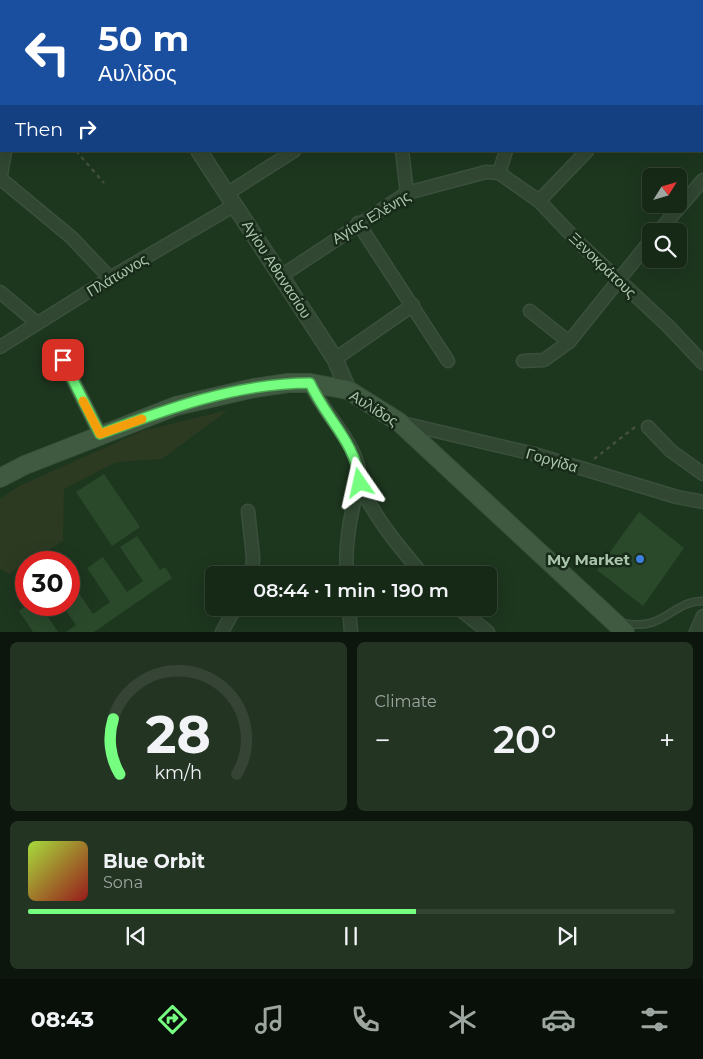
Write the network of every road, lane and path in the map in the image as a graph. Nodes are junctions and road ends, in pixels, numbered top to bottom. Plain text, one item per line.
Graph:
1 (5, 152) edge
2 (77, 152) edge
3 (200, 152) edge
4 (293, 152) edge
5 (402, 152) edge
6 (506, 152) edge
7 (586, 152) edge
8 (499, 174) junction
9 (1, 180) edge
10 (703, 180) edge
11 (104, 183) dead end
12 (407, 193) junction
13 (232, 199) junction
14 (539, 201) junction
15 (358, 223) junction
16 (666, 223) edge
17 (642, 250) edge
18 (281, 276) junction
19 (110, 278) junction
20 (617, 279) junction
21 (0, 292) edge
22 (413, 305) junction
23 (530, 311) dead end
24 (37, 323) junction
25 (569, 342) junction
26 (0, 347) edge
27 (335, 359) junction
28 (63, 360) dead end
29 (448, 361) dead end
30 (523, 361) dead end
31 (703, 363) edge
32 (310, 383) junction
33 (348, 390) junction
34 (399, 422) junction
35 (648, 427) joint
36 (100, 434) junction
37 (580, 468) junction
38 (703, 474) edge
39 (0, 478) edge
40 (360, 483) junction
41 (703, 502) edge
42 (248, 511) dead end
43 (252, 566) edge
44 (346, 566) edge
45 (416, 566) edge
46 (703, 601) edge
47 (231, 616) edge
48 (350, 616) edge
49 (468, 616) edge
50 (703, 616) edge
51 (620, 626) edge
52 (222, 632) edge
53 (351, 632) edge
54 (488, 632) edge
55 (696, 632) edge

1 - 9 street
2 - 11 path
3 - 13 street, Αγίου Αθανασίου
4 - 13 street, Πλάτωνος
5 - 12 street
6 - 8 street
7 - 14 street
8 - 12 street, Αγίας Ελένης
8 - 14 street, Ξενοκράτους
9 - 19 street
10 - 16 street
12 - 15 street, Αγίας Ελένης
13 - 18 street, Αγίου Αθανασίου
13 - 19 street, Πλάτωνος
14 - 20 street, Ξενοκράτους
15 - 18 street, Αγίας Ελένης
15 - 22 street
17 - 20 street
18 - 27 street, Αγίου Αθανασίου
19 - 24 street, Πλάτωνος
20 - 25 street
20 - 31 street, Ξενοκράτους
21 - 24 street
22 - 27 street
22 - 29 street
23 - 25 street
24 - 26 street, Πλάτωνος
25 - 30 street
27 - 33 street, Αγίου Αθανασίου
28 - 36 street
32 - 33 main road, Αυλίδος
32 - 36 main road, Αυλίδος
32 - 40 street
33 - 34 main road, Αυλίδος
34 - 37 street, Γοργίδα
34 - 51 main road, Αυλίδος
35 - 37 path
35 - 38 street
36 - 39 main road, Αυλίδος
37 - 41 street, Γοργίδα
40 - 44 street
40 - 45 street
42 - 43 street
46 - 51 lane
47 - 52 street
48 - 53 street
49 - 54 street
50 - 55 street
^^^^^^^^^^^^^^^^
* [WHAT THE TASK ASKS]: Search the entries above for lines containing the word "Αγίας", and copy each one.

* [REPLY TO THE EXERCISE]:
8 - 12 street, Αγίας Ελένης
12 - 15 street, Αγίας Ελένης
15 - 18 street, Αγίας Ελένης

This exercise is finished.